Filter this data down to the lines that hold "const", and copy them.

***

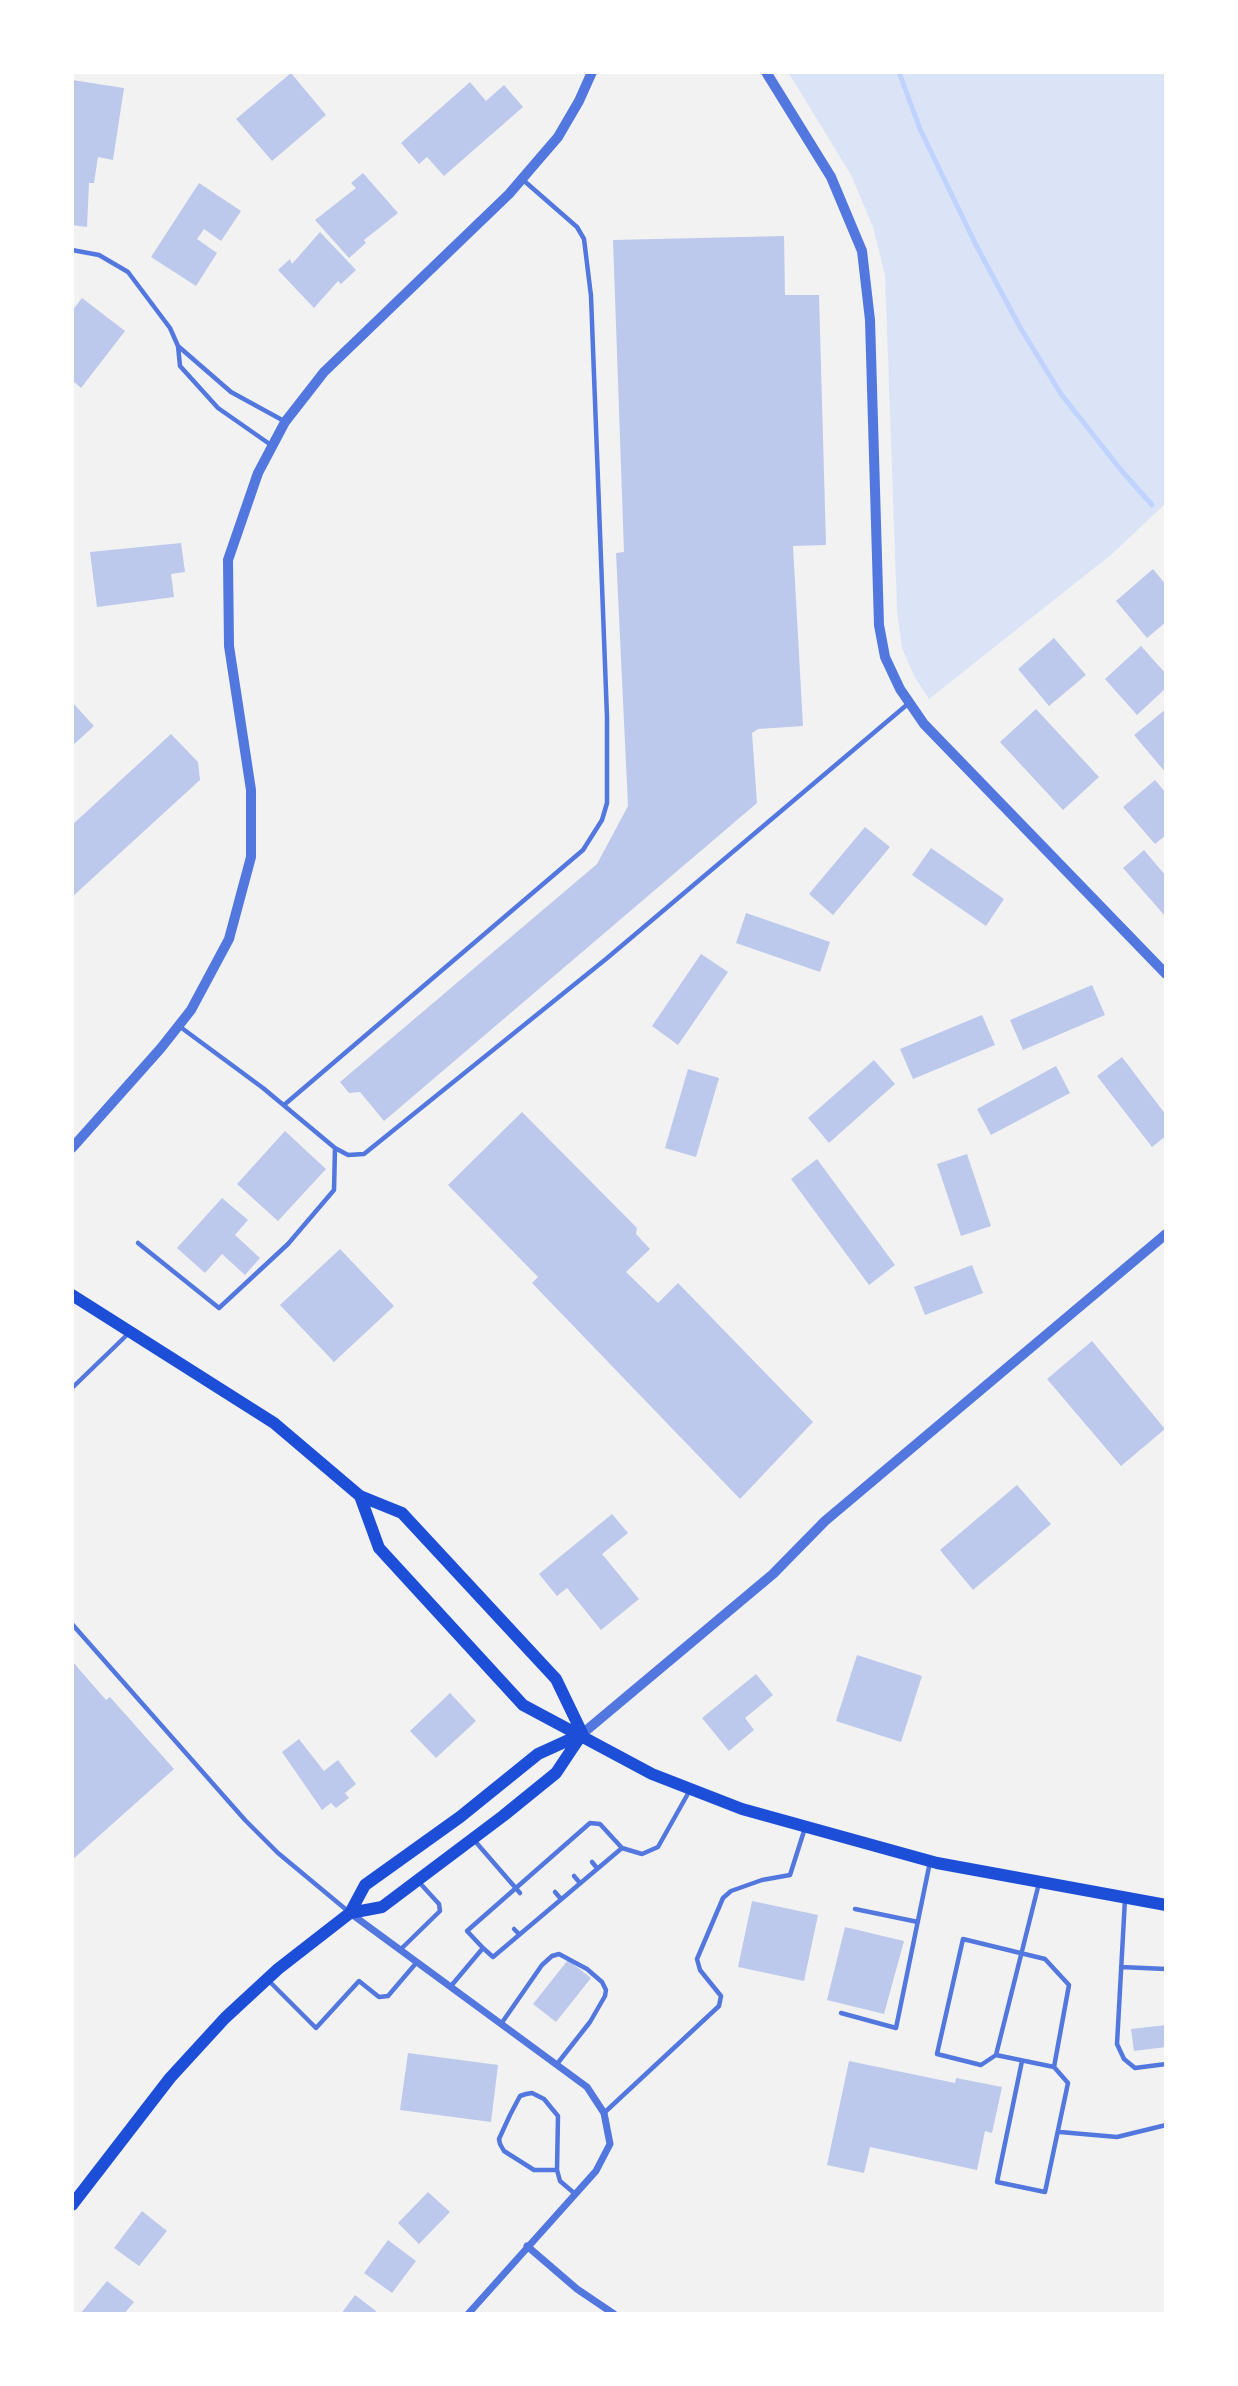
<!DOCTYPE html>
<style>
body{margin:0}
#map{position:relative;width:1238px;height:2386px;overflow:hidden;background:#f2f2f2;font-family:Roboto,sans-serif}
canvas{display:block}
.frame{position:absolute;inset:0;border:74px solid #fff;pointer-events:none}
</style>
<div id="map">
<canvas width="1238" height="2386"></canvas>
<div class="frame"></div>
</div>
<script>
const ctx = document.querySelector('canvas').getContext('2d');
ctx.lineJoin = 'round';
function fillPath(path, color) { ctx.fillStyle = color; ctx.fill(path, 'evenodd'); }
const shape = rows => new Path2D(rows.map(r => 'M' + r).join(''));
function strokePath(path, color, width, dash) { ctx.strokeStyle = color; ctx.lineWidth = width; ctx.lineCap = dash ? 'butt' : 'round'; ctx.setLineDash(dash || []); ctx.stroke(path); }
fillPath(shape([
 [788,72,1166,72,1166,503,1112,554,929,699,914,676,902,648,897,611,885,275,873,227,851,175]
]), '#dbe4f7');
strokePath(shape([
 [899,72,920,129,976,245,1021,329,1061,394,1121,470,1152,505]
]), '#bfd3fe', 5);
fillPath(shape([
 [291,73,326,115,272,161,236,119],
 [72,80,124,88,113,160,98,157,94,183,89,183,87,227,72,225],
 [470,82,486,101,504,85,523,107,444,176,427,157,419,164,401,143],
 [363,173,398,213,364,240,366,243,349,258,315,220,356,188,351,183],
 [199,183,241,211,221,241,204,229,197,239,217,253,196,286,151,257],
 [320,232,356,270,341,284,338,281,314,308,278,270,290,259,292,264],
 [784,236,785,295,819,295,826,545,793,546,803,726,758,729,752,733,757,803,384,1121,360,1092,349,1093,340,1082,597,864,628,806,616,553,624,552,613,240],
 [82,298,125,331,81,388,72,380,72,311],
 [181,543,185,572,171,574,174,597,97,607,90,552],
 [1153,569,1166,585,1166,622,1147,638,1116,601],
 [1054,638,1086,675,1049,706,1018,669],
 [1141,646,1166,674,1166,688,1137,715,1105,679],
 [72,702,94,726,72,746],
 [1036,709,1099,777,1063,810,1000,742],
 [1166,709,1166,773,1134,735],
 [171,734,198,762,200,780,72,897,72,825],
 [1155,780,1166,793,1166,835,1155,844,1123,807],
 [865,827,890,847,833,915,809,894],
 [931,848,1004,899,986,926,912,875],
 [1144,850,1166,876,1165,916,1123,868],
 [746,913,830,942,820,972,736,943],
 [701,954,728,972,678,1045,652,1026],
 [1092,985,1105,1015,1023,1050,1010,1020],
 [982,1015,995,1045,913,1079,900,1049],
 [1122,1057,1166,1115,1166,1136,1152,1147,1097,1076],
 [874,1060,895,1084,829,1143,808,1118],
 [1056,1066,1070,1093,991,1135,977,1109],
 [688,1069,719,1078,696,1157,665,1148],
 [522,1112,637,1228,636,1234,650,1249,626,1272,658,1303,678,1283,813,1422,740,1499,532,1283,538,1277,448,1185],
 [285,1131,326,1169,278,1221,237,1184],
 [967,1154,991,1226,961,1236,937,1164],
 [817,1159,895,1265,869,1285,791,1179],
 [222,1198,248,1220,235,1235,260,1258,245,1275,222,1254,205,1273,177,1248],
 [340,1249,394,1306,334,1362,280,1305],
 [972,1265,983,1293,925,1315,914,1287],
 [1092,1341,1165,1429,1121,1466,1047,1379],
 [1017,1485,1051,1524,973,1590,940,1550],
 [612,1514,628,1533,602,1554,639,1599,601,1630,567,1588,557,1596,539,1574],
 [857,1655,922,1676,901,1742,836,1721],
 [72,1661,106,1700,110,1697,174,1769,72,1860],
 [756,1674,773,1695,745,1718,754,1730,729,1751,702,1718],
 [450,1693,476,1721,436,1758,410,1731],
 [299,1739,324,1771,338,1760,356,1784,345,1793,349,1798,336,1808,331,1803,322,1810,282,1752],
 [752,1901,818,1915,804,1981,738,1967],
 [845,1927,904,1941,884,2014,827,2000],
 [568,1960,591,1978,556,2022,533,2004],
 [1166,2025,1166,2047,1134,2051,1131,2029],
 [408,2053,498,2065,491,2122,400,2110],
 [849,2061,955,2083,956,2078,1002,2087,992,2133,985,2131,977,2170,870,2147,864,2173,827,2165],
 [428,2192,450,2212,419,2244,398,2223],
 [142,2211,167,2231,139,2266,114,2248],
 [388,2240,416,2261,392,2293,364,2273],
 [107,2281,134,2302,124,2314,80,2314],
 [355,2295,376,2311,374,2314,341,2314]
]), '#bdc9ec');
strokePath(shape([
 [72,250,99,255,128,272,170,328,178,346],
 [271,445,218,408,180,366,178,346,231,392,284,421],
 [179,1026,263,1088,335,1148,348,1155,364,1154,606,959,909,703],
 [284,1105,583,850,602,820,607,803,607,717,591,296,584,239,577,227,522,179],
 [138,1243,219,1308,288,1244,334,1190,335,1148],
 [72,1388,130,1332],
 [72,1624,245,1820,278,1853,349,1912],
 [474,1840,520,1893],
 [622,1848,642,1854,658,1847,690,1790],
 [592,1862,597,1868],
 [574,1876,580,1883],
 [555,1892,561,1899],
 [1125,1899,1117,2044,1124,2059,1135,2068,1166,2064],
 [855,1909,918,1922],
 [514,1929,519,1934],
 [401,1949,440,1911,439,1904,418,1881],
 [1121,1967,1166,1969],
 [268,1980,316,2028,359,1981,379,1997,388,1996,417,1962],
 [451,1986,483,1948,493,1957,622,1848,600,1824,590,1823,467,1931,483,1948],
 [841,2013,896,2028,930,1862],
 [501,2024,542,1965,552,1956,559,1954,587,1969,602,1982,606,1990,605,1996,590,2022,557,2064],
 [996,2055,1039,1883],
 [1022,2061,997,2182,1045,2192,1068,2083,1054,2067,1069,1985,1045,1959,963,1939,937,2054,981,2065,996,2055,1054,2067],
 [604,2113,719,2006,721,1996,700,1970,697,1959,723,1898,731,1891,762,1880,790,1875,805,1828],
 [1060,2132,1117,2137,1166,2125],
 [557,2170,534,2170,504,2151,500,2144,499,2139,510,2115,520,2096,526,2094,532,2093,544,2099,558,2116,557,2170,560,2181,574,2193]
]), '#5277de', 4.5);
strokePath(shape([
 [350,1913,587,2087,604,2113,610,2144,596,2171,468,2314],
 [527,2246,577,2289,614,2314]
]), '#5277de', 7);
strokePath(shape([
 [766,72,831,177,862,251,870,320,879,625,885,657,900,689,924,724,1166,974],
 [72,1148,161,1048,191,1010,229,939,251,857,251,790,229,646,228,560,258,473,285,422,324,372,509,194,558,137,579,101,592,72],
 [582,1734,773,1574,825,1521,1166,1234]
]), '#5277de', 10);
strokePath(shape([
 [350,1913,382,1907,503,1816,556,1773,582,1734],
 [72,2205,170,2078,225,2018,278,1969,350,1913,365,1885,460,1817,538,1754,582,1734]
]), '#1d4ed8', 12);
strokePath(shape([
 [72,1295,274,1423,360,1496,402,1513,556,1679,582,1733],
 [360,1496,379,1548,523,1705,652,1774,742,1809,937,1863,1166,1905]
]), '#1d4ed8', 12);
</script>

***

▶ _ANSWER_:
const ctx = document.querySelector('canvas').getContext('2d');
const shape = rows => new Path2D(rows.map(r => 'M' + r).join(''));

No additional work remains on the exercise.